Collected data:
########

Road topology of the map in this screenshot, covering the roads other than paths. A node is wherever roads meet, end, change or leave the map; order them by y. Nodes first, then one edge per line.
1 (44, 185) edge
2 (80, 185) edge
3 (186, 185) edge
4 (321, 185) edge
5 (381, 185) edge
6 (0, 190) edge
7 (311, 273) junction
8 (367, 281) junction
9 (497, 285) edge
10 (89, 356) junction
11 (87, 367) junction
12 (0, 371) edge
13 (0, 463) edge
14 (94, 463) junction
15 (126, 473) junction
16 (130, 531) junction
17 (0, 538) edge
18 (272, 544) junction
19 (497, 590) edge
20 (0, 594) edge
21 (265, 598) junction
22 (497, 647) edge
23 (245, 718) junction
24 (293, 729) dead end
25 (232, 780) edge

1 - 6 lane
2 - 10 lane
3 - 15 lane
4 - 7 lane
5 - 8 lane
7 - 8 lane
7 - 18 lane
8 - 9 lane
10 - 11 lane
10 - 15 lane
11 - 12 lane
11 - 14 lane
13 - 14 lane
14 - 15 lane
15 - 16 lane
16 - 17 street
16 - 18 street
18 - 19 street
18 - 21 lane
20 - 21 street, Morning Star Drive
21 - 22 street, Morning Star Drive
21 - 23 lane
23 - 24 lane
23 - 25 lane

########

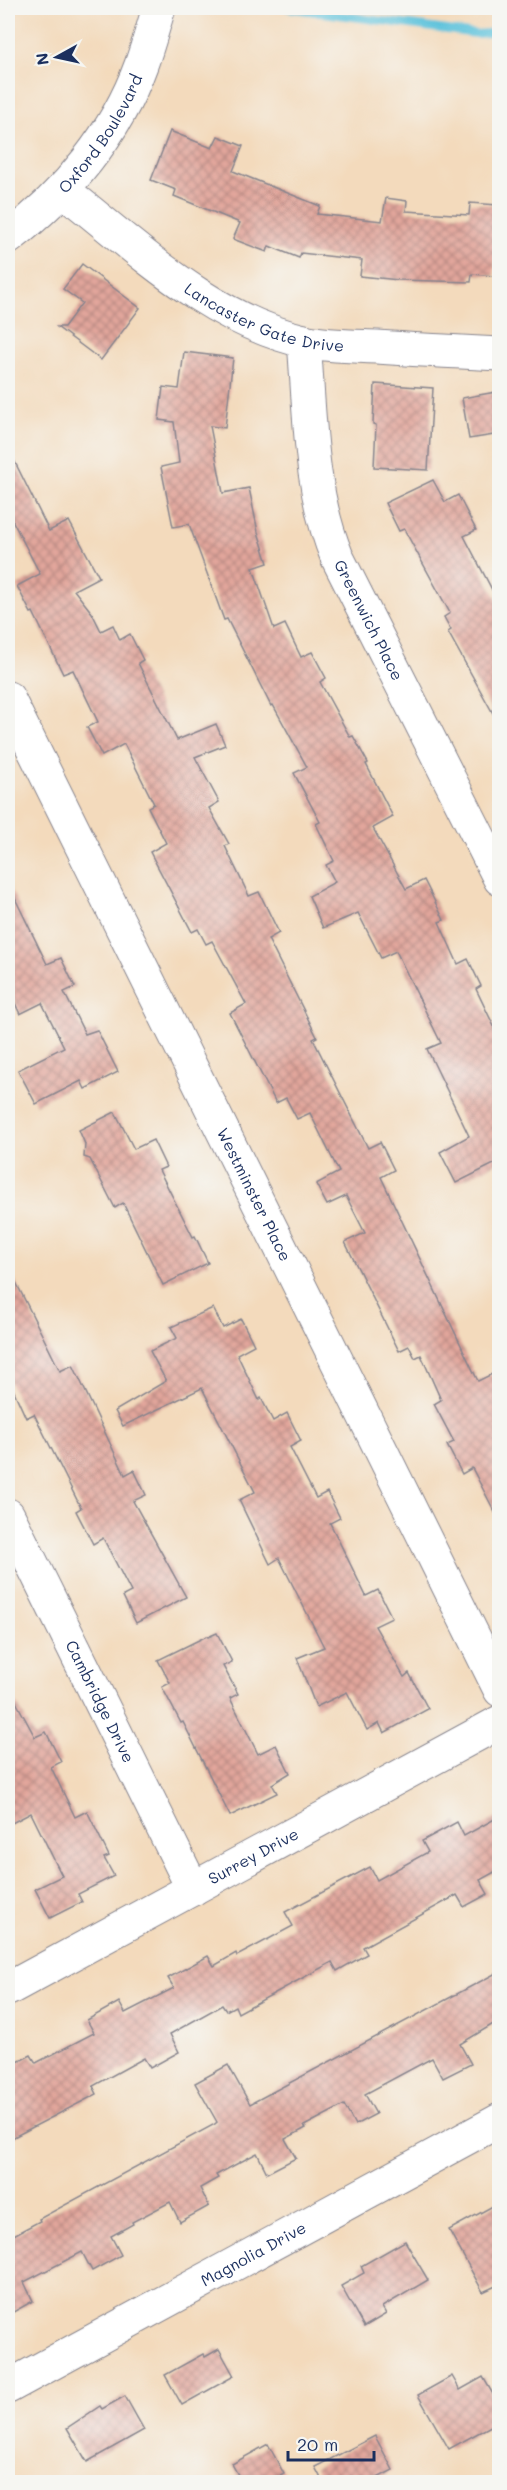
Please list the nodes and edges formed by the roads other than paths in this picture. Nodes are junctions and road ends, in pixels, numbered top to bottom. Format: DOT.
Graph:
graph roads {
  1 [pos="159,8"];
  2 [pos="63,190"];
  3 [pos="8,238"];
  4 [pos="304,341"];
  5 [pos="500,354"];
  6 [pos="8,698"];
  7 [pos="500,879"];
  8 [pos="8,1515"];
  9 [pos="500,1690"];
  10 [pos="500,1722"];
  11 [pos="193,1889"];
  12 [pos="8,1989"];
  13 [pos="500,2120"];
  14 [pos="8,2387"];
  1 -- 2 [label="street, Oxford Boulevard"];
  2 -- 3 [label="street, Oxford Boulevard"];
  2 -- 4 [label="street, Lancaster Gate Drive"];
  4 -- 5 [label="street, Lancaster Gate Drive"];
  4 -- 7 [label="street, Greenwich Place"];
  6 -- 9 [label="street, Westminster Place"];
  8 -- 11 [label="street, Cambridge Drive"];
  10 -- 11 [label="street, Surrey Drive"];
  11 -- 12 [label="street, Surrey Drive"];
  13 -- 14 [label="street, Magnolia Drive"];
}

########

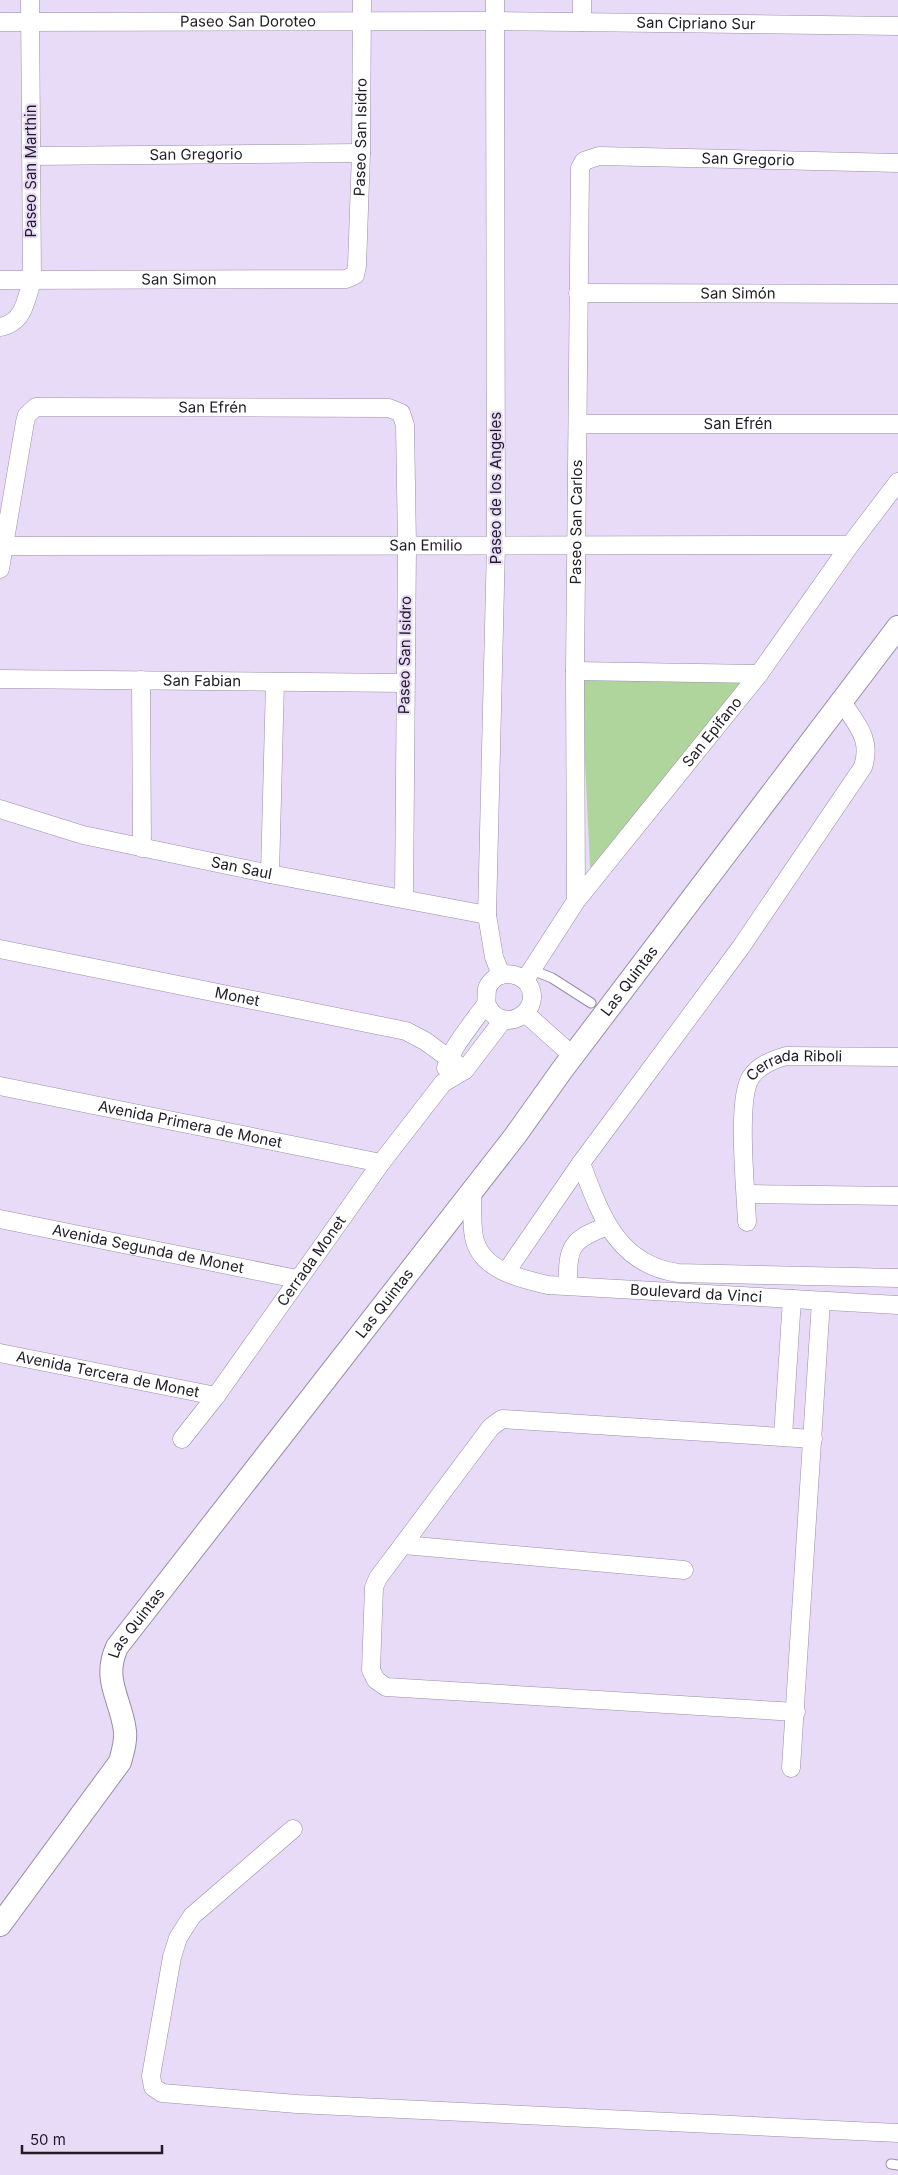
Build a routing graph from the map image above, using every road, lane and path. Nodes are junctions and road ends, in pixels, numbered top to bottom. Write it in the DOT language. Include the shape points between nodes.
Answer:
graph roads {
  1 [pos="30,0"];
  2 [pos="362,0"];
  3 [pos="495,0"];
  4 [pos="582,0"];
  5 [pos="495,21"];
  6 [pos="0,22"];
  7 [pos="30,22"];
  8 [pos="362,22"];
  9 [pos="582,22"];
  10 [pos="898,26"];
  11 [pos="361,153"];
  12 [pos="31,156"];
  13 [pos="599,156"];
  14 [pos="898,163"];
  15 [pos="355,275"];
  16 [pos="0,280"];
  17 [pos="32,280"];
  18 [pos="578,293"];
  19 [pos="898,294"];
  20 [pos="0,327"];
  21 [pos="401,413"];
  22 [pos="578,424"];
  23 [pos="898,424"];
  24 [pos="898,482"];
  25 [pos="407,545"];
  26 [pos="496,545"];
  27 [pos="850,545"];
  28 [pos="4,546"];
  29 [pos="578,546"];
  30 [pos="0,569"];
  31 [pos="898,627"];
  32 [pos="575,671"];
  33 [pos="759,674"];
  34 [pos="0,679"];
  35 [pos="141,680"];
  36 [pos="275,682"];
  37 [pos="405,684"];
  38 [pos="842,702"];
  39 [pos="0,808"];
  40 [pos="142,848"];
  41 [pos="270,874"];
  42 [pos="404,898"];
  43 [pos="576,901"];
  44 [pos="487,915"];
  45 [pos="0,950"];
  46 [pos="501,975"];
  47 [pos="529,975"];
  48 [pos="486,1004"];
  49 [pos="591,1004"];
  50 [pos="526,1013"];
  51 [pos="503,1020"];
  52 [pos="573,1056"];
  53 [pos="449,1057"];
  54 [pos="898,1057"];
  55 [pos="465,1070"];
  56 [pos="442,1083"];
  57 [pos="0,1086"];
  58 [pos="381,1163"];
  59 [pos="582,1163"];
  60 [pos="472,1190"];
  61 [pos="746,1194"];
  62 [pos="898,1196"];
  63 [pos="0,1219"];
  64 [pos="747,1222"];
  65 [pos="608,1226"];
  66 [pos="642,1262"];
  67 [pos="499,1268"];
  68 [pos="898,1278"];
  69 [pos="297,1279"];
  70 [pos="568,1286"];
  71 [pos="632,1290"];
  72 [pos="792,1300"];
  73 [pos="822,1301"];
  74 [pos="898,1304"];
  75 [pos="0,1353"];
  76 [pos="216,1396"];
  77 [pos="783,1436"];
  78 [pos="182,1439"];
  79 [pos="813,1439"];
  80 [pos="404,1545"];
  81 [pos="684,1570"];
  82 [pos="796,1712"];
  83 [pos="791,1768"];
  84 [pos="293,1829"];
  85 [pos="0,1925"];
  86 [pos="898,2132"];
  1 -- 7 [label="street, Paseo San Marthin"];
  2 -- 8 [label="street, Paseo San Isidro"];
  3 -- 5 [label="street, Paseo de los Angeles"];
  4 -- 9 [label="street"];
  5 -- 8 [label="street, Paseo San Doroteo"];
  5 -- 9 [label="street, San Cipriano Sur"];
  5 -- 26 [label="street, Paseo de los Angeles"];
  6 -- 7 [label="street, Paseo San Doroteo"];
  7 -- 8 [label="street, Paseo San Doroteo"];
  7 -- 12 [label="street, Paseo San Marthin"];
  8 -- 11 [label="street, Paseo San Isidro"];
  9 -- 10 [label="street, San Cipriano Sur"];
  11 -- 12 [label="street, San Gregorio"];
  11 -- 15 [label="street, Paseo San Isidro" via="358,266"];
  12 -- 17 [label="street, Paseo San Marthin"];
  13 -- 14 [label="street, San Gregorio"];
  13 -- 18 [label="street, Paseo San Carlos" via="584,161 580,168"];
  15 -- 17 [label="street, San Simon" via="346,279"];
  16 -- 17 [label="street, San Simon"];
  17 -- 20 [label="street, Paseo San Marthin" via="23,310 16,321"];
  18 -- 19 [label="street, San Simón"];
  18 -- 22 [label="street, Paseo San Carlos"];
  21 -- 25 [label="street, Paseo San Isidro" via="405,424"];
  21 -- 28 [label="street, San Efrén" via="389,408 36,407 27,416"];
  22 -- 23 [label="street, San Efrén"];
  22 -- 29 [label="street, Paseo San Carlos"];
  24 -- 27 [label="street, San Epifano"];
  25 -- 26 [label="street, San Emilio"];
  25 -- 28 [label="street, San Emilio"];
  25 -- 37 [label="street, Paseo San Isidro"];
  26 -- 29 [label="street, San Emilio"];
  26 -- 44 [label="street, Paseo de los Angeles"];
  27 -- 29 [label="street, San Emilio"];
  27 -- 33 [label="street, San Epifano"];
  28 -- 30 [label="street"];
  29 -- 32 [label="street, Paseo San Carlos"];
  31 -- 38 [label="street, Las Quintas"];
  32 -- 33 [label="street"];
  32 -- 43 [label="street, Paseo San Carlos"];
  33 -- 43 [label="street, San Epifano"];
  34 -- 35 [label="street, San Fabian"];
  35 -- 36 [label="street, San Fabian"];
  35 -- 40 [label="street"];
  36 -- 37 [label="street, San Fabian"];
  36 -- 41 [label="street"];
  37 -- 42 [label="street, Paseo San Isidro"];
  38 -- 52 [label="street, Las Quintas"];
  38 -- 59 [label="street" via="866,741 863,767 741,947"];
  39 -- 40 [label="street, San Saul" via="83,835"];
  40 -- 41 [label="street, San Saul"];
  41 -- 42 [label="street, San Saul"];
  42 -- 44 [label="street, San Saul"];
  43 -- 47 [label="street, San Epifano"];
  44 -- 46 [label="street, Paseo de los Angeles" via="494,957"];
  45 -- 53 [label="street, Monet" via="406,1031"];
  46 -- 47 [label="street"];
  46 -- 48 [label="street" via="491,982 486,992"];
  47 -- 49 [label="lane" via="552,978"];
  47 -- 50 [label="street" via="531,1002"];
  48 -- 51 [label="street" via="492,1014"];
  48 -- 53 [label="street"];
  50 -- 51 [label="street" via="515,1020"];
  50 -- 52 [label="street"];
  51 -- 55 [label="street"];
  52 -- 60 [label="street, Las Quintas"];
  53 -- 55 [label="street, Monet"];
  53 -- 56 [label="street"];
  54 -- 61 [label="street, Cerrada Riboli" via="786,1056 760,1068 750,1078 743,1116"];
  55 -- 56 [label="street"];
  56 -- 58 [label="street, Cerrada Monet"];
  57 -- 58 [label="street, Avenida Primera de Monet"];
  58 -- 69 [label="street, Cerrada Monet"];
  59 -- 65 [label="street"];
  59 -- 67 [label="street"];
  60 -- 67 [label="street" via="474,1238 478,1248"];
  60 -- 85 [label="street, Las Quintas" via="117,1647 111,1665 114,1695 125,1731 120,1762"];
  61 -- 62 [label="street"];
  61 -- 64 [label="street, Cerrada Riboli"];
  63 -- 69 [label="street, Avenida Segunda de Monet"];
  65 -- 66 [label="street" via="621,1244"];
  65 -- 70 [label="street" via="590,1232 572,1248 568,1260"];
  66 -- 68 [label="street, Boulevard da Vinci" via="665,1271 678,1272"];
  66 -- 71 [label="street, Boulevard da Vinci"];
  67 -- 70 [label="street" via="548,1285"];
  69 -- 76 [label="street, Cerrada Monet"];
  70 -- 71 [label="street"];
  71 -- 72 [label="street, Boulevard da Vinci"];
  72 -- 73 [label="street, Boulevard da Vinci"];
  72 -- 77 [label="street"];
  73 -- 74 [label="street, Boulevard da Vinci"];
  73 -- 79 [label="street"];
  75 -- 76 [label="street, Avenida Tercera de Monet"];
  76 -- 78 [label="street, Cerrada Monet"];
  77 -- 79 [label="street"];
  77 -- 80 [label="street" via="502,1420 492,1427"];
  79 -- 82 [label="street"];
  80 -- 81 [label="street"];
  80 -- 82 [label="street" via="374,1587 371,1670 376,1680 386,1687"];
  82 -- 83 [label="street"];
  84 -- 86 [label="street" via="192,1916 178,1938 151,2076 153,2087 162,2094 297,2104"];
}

########

**What you are asked to do:** The answer should be one number, the count of lines in the data that include the string "junctions".

**Answer section:** 2